Thanks to genetics and upbringing, we all wind up resembling our parents in welcome and unwelcome ways. I’m pleased to be my father’s son when it comes to appreciating theater, crosswords, puns, corny songs and spoonerisms (he used to call me a gilly soose); I wish I’d fallen farther from the tree when it comes to personal finances.
‘Money talks,’ my dad says, ‘but it just says goodbye to me.’ Alas, money and I have similarly terse exchanges.
About 20 years ago, my sisters and I devised a plan to ease our folks through their golden years. We would buy them a condo in Florida and aside from doing a mitzvah – a Jewish word that weds good deeds to sacred obligations – we would eventually get a return on our investment. Win-win!
Well, you can guess how this story turns out.
Between the collapse of the housing market and the great Florida condo glut, our little real estate investment was worth less when we unloaded it this year than when we bought it two decades back. Instead of reaping a nice little windfall to see me through the rest of the tuition-paying years (seven down, five to go), I have to remit 6,000 smackeroonies to the lender. Ouch.
Why, you may ask, didn’t we just hang onto the condo in hopes of an eventual real estate rebound? The short answer is: monthly condo fees. If the place had been close to the beach, we might have used it as an antidote to seasonal affective disorder, fees and all. But it was inland, among the soul-crushing strip malls and vast boulevards of South Florida.

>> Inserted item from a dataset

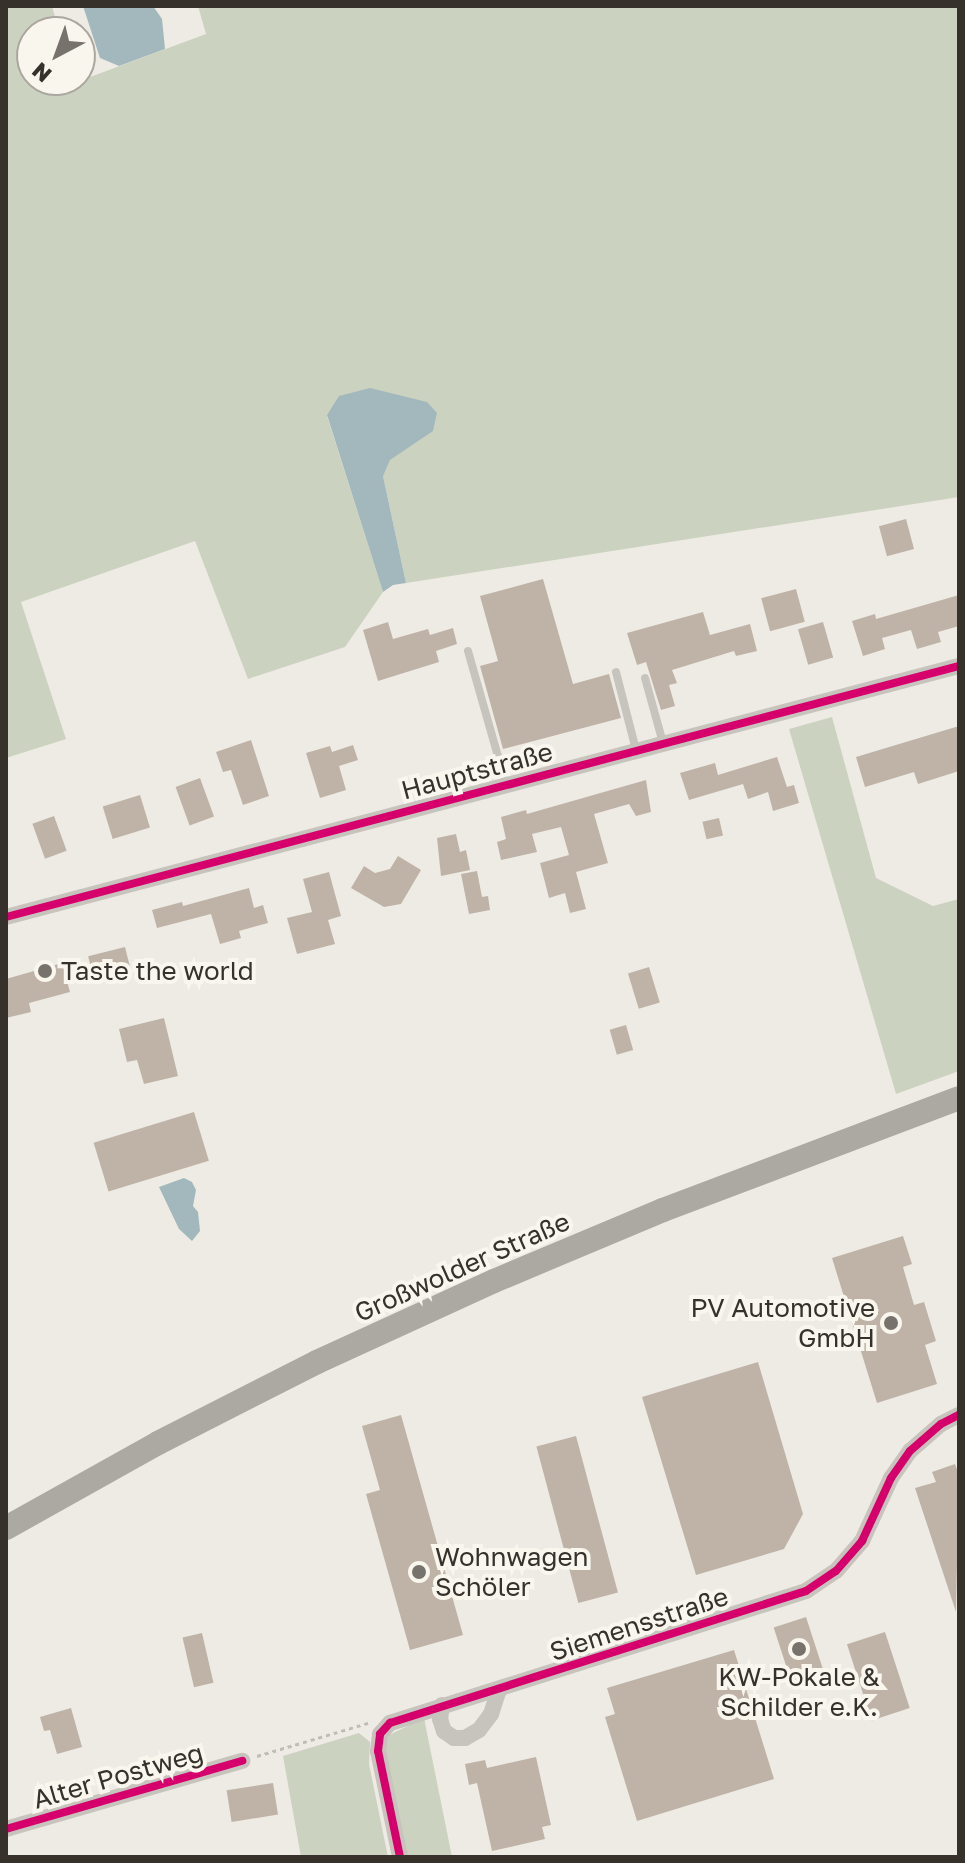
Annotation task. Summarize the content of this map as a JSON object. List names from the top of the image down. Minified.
{"streets":{"main road":["Großwolder Straße"],"street":["Hauptstraße","Siemensstraße","Alter Postweg"]},"crossings":[["Siemensstraße","Alter Postweg"]],"places":["Taste the world","PV Automotive GmbH","Wohnwagen Schöler","KW-Pokale & Schilder e.K."],"north":"bottom left"}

Alternatively, we could have gone the property-manager-and-renter route. But we decided to cut our losses. Farewell, lovely beaches! Adieu, little windfall!
Now how else can a mug like me generate a little extra green? At various times over the years I’ve thought: I’m a smart cookie. With all the cash coursing through America’s circulatory system I should be able to figure out a way of channeling some of it into my bank account. As a word guy and a retainer-of useless-information guy, I considered two possibilities: writing a bestseller and becoming a game show contestant.

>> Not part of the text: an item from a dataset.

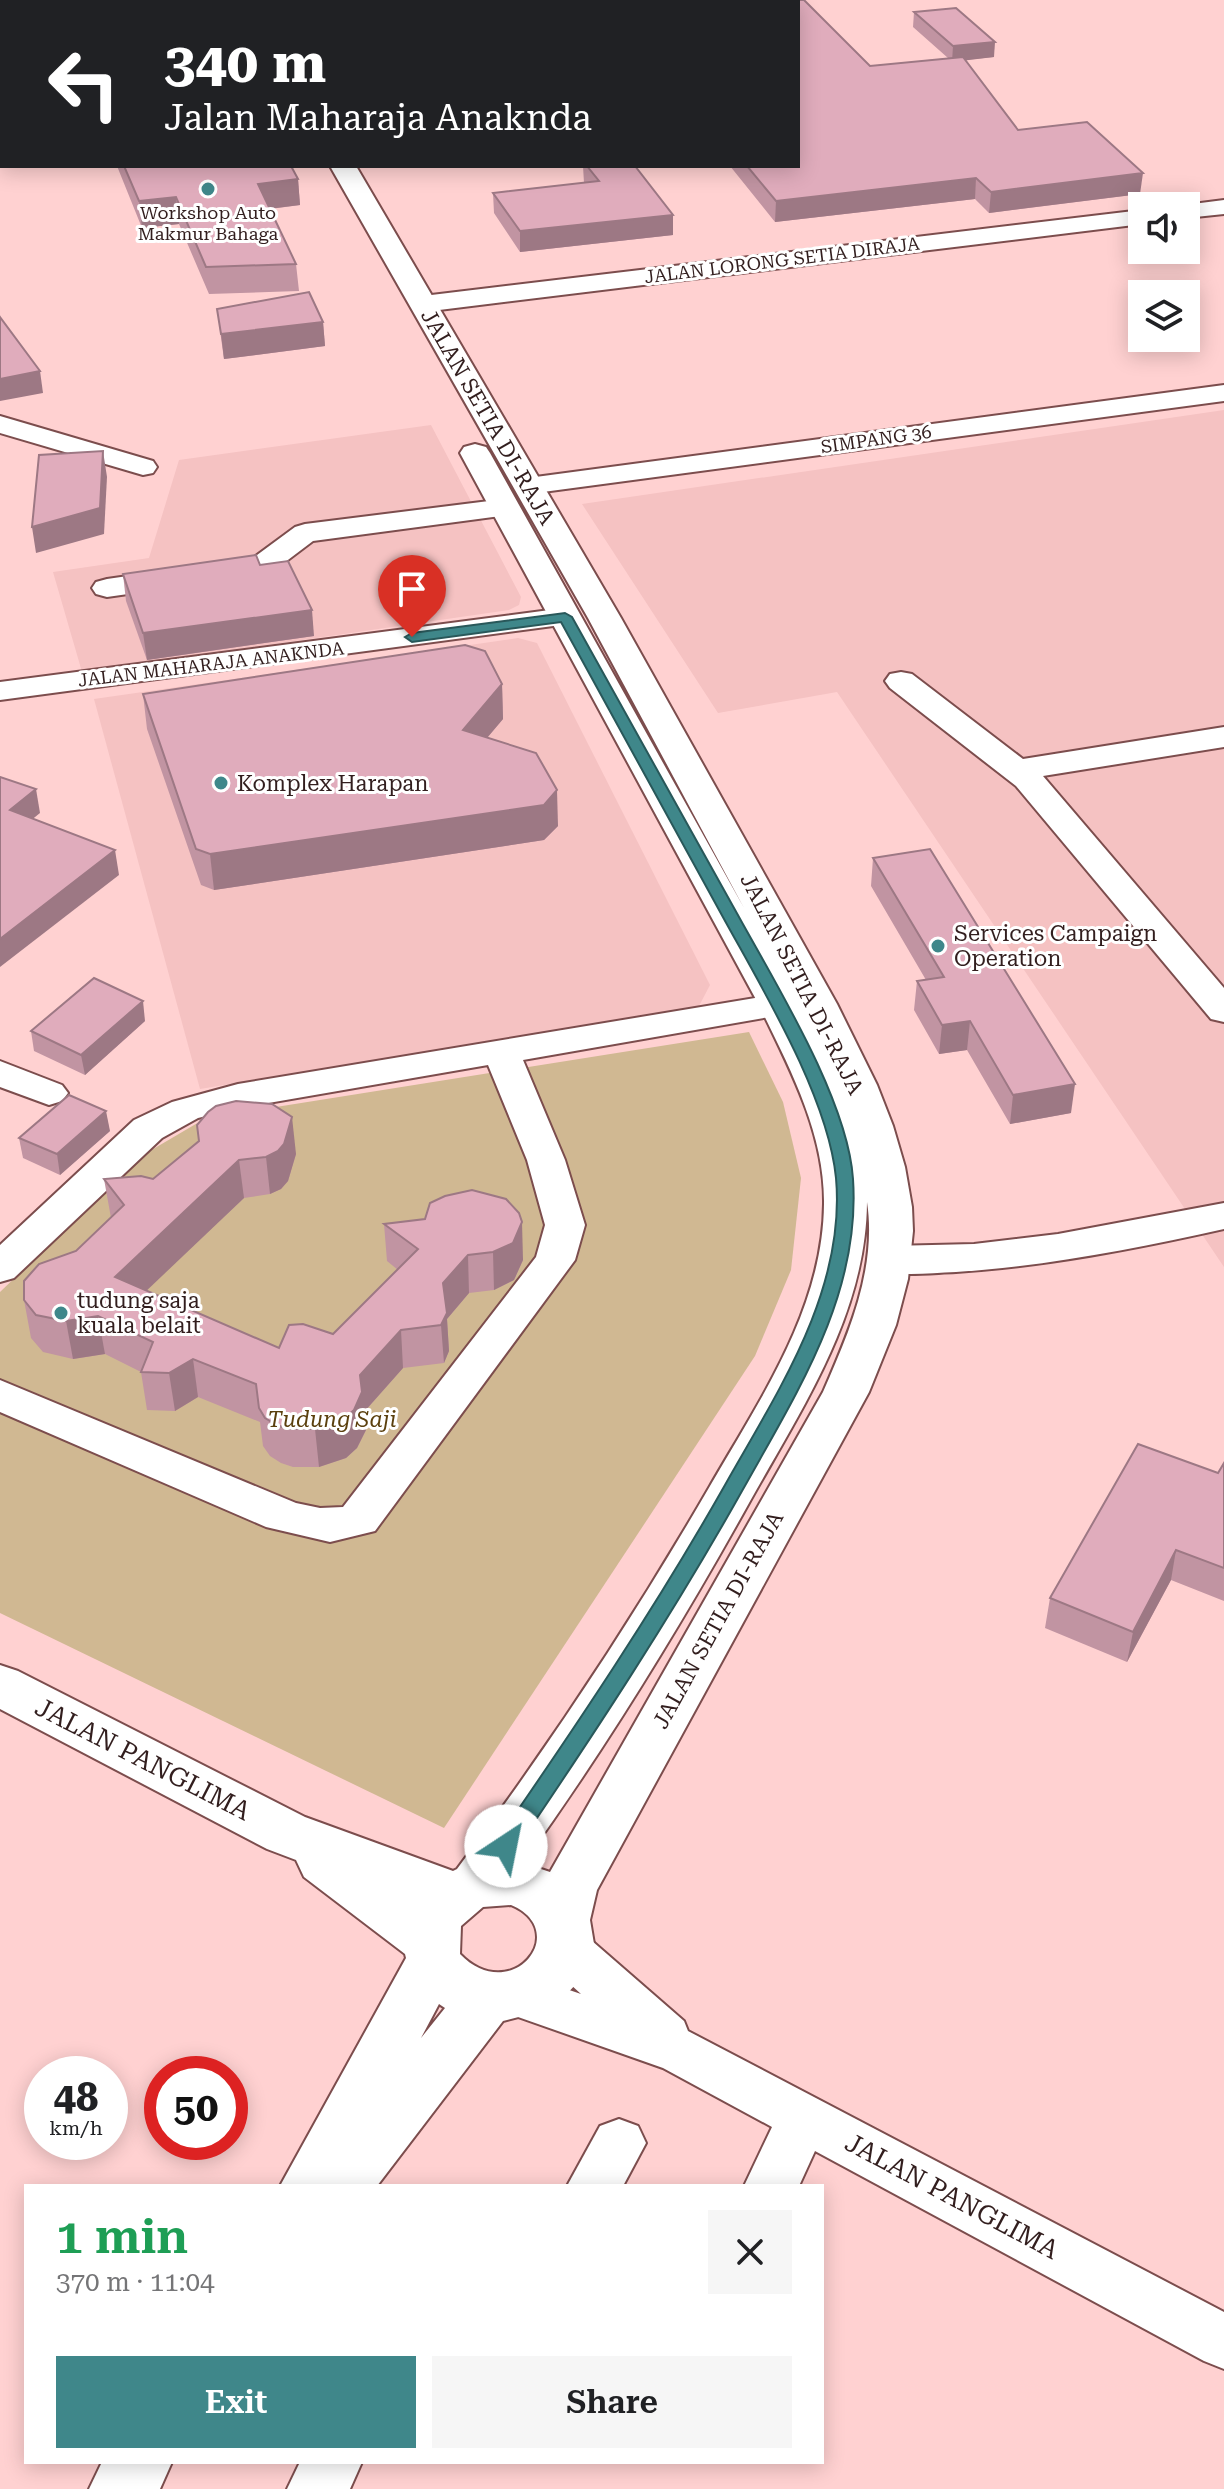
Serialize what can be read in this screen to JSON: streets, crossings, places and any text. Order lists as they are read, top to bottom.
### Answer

My problem with trying to compete for fabulous prizes was that I heard they were partial to super-sized personalities – contestants who would react to winning with shrieks, megawatt smiles and hugs for the host. I feared that I had spent too much of my life cultivating coolness to carry off such public displays of enthusiasm.
Plus, a friend of mine had gone on a quiz show and hadn’t fared too well. When asked to identify the three Baltic countries, he came up with Latvia but drew a blank on Lithuania and Estonia. (This was one of those shows where you could call on a friend for help. Alas, his wife froze also. ‘Latvia, Matvia and Tuchus!’ she vamped. That’s tuchus as in tush.) Home version of the game for him.
As for the bestseller idea: Anyone who thinks of himself as a serious writer feels like he ought to be able to crank one out. If we undiscovered geniuses deign to read a blockbuster, we invariably find the plot contrived, the characters wooden and the literary flourishes klutzy and overwrought. We’re convinced we could do better, then conclude that our ability to do better is precisely the problem: We’re too sophisticated to write a book with mass appeal! We have too much integrity to dumb ourselves down! The muse would abandon us if we sold ourselves to the highest bidder!
That’s all snobbery and sour grapes, of course. If we ‘serious’ writers could produce a book that sold sixty bazillion copies and then got made into a movie, we surely would. After all, one deal with the devil of crass commercialism could fund decades of obscure literary experiments. We must therefore accept that we are no likelier to become the next Stephen King or J.K. Rowling than we are to become the next Steve Jobs or Bill Gates.
So what’s left? My dad used to buy lottery tickets every week, which surprised me, given his ‘money talks’ motto. ‘Somebody wins,’ he’d say when I asked him why he bothered. ‘Why not me?’
In this respect, the old man and I aren’t so alike after all. He inculcated this pessimistic view of money in me, but he didn’t entirely believe it himself. Despite a lifetime of goodbye, he still hoped he could charm money into flinging itself into his arms and saying, ‘Baby, I’m yours.’
Then again, I’m the sap who invested in Florida real estate. But I am not a greedy man. All I ask of thee, O Muse, is to let me get through the next five years of tuition payments without taking up residence in a refrigerator box.